(Herald rating * *)
Men of a certain age — your columnist puts his hand up here — grew up with, and fell asleep to, Jules Verne's wonderful sci-fi novels: 20,000 Leagues Under The Sea, From The Earth To The Moon, Around the World in 80 Days. After three or four decades of Star Wars and Indiana Jones and computer-generated adventures, we know we're on a hiding to nothing when we try to persuade grandsons that Verne is really cool.
In this chop-socky interpretation, Britcomic Steve Coogan (aka Alan Partridge) plays the adventurer Phileas Fogg and Hong Kong-to-Hollywood action hero Jackie Chan plays his sidekick, Passepartout.
Since Chan is a star in bigger markets than Coogan, the classic tale has been twisted so that the sidekick is the real hero and the guy who was the central character is the straight man.
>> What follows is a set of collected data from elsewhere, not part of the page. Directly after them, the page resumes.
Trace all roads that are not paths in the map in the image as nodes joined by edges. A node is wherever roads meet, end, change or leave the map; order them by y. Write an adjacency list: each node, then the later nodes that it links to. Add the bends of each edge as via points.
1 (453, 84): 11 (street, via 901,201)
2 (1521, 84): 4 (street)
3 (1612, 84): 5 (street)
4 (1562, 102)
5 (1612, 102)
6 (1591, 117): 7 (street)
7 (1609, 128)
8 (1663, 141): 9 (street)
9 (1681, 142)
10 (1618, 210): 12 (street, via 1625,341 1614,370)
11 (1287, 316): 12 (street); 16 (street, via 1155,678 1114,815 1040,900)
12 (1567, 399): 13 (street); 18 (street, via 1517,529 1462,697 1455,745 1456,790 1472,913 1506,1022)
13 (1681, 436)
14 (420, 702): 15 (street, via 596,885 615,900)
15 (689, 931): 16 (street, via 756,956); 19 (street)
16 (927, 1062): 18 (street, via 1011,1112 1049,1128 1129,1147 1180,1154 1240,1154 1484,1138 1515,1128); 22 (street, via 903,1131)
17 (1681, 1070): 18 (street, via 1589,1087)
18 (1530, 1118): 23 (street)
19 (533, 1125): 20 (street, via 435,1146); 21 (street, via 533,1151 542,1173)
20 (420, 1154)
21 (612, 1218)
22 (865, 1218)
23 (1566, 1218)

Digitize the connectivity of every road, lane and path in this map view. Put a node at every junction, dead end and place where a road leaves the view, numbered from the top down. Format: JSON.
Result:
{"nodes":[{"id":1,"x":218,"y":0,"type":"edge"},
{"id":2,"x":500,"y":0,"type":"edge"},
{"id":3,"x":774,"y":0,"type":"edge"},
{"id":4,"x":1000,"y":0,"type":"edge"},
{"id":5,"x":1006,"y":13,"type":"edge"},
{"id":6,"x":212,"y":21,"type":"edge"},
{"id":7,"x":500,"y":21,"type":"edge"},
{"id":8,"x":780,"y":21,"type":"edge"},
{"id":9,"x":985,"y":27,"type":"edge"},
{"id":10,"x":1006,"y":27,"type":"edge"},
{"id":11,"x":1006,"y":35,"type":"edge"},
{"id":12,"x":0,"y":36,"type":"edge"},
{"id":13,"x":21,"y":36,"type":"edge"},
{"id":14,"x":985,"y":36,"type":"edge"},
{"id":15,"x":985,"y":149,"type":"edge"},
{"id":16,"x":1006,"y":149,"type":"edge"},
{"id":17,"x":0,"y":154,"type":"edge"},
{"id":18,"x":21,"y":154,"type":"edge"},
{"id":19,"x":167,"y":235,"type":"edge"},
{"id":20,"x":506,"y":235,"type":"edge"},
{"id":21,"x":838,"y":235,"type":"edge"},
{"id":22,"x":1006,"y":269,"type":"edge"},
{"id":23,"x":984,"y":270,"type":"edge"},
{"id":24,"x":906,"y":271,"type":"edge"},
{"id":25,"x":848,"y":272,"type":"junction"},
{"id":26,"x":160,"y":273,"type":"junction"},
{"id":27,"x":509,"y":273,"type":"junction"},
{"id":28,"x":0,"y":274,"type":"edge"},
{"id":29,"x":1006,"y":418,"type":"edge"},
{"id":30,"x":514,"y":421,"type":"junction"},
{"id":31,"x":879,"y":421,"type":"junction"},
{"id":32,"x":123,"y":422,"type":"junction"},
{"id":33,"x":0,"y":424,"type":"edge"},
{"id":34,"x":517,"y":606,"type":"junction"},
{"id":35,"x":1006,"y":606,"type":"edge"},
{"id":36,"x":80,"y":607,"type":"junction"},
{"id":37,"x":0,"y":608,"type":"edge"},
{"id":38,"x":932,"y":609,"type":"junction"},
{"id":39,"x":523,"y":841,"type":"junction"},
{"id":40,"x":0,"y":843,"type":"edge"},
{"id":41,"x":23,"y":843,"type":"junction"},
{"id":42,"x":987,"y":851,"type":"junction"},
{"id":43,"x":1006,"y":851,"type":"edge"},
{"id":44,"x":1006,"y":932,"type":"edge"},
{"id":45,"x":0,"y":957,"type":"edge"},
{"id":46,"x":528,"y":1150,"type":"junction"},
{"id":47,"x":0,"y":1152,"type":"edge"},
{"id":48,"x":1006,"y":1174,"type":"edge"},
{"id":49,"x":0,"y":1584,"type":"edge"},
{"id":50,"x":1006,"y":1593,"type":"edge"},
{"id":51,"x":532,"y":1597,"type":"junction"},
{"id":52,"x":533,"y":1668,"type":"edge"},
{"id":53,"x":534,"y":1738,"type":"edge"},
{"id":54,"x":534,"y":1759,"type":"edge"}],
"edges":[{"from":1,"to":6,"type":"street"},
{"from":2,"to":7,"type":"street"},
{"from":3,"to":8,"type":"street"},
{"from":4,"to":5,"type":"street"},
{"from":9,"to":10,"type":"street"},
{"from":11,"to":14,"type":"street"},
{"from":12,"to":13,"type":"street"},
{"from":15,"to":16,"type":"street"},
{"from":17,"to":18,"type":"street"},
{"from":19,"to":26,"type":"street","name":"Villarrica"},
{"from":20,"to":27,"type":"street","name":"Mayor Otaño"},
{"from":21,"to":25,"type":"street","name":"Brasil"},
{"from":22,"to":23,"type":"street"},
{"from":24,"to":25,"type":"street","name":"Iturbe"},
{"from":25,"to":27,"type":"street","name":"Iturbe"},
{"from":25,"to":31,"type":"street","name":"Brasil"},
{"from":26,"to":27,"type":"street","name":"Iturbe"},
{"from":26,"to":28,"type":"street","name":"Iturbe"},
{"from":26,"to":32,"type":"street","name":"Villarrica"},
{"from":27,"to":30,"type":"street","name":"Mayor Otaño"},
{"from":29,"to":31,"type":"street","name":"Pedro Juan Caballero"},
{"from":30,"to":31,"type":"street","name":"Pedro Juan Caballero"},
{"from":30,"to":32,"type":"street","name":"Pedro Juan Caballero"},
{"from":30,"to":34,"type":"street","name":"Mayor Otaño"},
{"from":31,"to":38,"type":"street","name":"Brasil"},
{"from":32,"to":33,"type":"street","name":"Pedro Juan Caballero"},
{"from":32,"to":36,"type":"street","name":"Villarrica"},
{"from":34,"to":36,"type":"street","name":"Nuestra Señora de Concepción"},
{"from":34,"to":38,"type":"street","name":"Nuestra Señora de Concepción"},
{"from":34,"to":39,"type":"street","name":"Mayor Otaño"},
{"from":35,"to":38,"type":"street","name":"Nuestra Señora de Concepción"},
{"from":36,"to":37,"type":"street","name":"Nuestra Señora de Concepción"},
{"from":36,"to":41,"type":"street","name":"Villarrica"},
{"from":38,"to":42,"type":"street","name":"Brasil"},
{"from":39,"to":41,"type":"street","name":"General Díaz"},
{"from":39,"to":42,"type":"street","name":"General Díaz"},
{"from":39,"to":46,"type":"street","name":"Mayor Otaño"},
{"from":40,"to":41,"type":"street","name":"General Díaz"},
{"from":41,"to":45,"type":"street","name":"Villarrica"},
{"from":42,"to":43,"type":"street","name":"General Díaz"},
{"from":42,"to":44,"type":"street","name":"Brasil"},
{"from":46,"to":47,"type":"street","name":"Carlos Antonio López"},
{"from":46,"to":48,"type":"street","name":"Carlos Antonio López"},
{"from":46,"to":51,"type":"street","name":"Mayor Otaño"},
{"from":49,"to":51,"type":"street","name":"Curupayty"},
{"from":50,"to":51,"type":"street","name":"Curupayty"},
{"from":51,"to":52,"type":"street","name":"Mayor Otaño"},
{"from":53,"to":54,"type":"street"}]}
There are Victorian cameos all over the screen: Kathy Bates as Queen Victoria, Owen and Luke Wilson as the Wright Brothers, John Cleese as a British bobbie and Governor Schwarzenegger as a Turkish prince.
The new version begins relatively close to Verne's plot. Fogg bets London's stiffest upper-lips, members of the Explorers Club, that he can get around the world in 80 days. They take the wager and Fogg hires a valet, Passepartout, to help him on his way. Passepartout needs to get out of London in a hurry because he's just made a withdrawal from the Bank of England: the priceless Jade Buddha, which he wants to return to his village in China.
Cue Victorian modes of transport, horse, train, ship, hot-air balloon. Cue romantic interest, Monique (Cecile De France), who demands to join the expedition. Cue bizarre episodes like an evening with Prince Hapi of Turkey (Schwarzenegger), on the way to China and a dramatic episode with the Black Scorpions over the Jade Buddha, then to America to meet a pair of cycle salesmen, Wilbur and Orville Wright.
Clearly the scriptwriters hadn't heard of visionary Kiwi aviator Richard Pearse because our heroes invent the aeroplane and give the patent to the Wright brothers. However the intellectual property will come in handy when the lads need to get to London in a hurry.
Purists might complain that it ain't the original, but it's a fair lash of family fun for the holidays.
On the DVD director Frank Coraci covers the standard making-of in Discovering Around The World, while Chan goes over-the-top and round-the-sides to show how his stunts were done in the behind-the-scenes Around The World Of Jackie Chan. Most of the eight deleted scenes aren't particularly different from what appears in the movie. Coraci and Coogan offer an amusing commentary track.